Exercise
Show all lines containing "ring" from the data below.

(Images with pose keypoints)
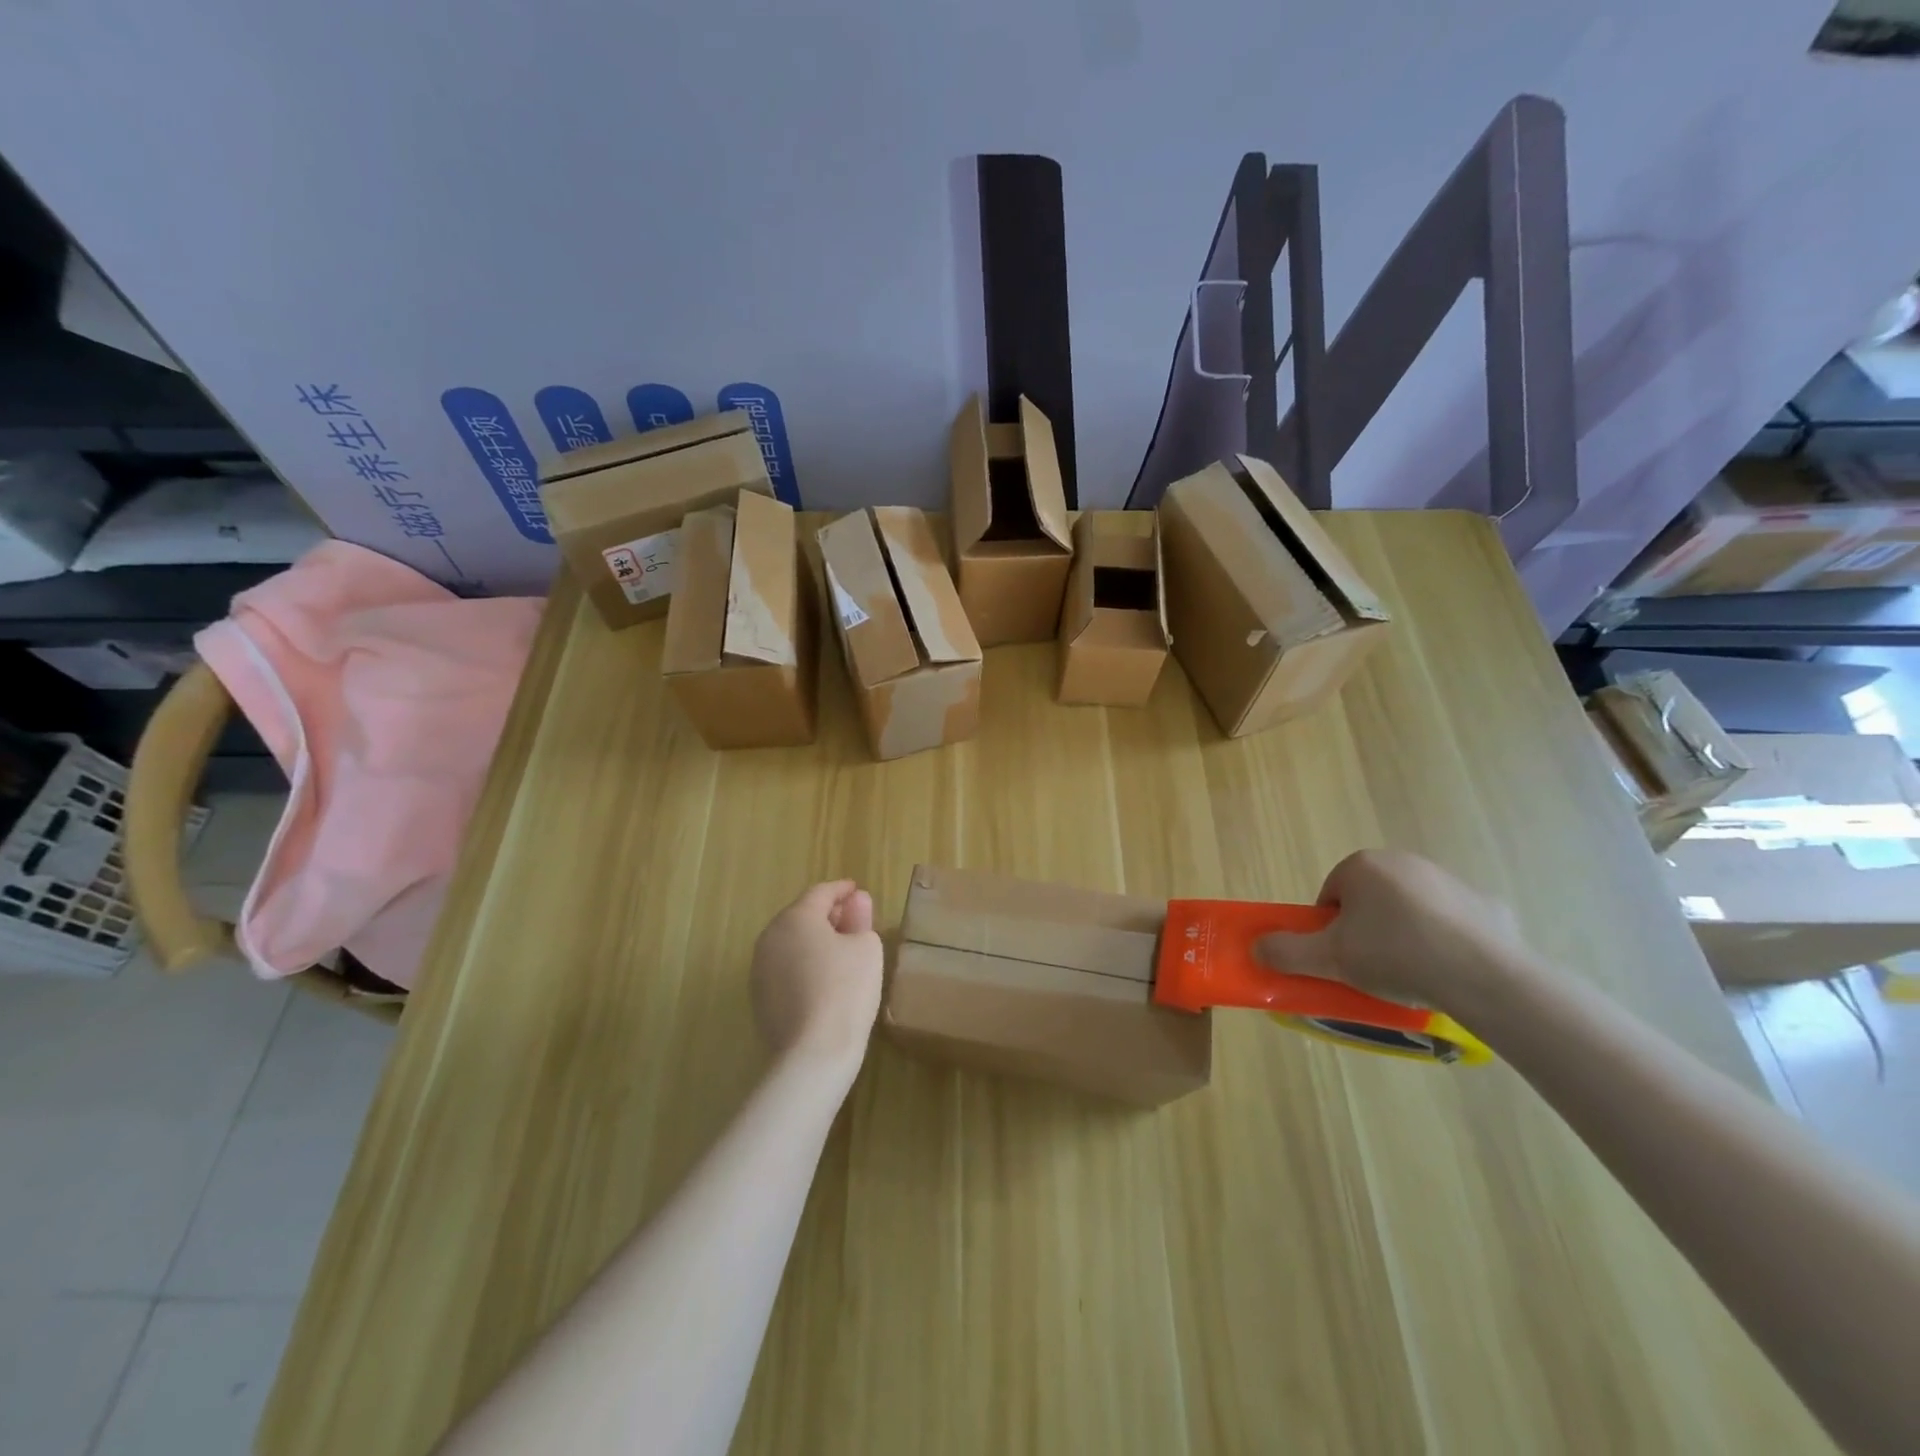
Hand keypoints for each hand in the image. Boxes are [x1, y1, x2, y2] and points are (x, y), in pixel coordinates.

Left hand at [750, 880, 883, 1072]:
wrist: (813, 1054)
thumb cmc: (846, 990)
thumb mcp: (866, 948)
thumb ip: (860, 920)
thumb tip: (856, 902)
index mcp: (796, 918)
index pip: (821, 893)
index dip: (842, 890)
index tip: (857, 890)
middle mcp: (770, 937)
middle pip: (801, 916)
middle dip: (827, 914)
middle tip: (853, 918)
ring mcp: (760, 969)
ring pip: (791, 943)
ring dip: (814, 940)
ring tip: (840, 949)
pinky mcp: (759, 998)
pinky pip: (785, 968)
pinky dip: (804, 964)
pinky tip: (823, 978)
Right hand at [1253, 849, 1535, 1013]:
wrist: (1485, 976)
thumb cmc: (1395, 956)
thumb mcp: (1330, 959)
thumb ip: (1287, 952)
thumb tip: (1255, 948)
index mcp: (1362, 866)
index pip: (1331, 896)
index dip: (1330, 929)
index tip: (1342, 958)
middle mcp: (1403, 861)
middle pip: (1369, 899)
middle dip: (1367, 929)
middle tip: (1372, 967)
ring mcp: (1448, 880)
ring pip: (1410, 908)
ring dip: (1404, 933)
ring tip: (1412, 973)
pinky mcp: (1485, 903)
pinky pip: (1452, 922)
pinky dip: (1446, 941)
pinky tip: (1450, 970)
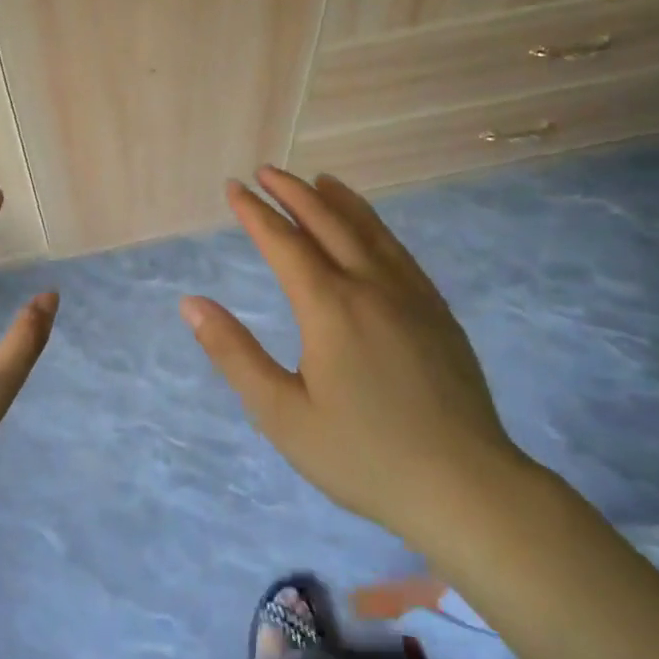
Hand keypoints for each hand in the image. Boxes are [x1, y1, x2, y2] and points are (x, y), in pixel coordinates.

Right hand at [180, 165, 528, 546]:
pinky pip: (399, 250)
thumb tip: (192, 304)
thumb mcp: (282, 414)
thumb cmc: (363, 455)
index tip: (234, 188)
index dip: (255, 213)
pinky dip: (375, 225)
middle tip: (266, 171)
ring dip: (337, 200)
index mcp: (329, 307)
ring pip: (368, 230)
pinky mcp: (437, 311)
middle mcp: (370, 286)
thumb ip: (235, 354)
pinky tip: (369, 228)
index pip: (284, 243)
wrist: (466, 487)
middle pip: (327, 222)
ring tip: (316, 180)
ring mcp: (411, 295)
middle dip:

Result of the task
ring mcp: (760, 969)
ring pip: (791, 943)
ring dip: (814, 940)
ring tip: (840, 949)
ring mcp: (1448, 880)
ring pip: (1410, 908)
ring dip: (1404, 933)
ring tip: (1412, 973)
ring dip: (337, 200)
ring pip: (368, 230)
ring tip: (316, 180)
ring mcp: (411, 295)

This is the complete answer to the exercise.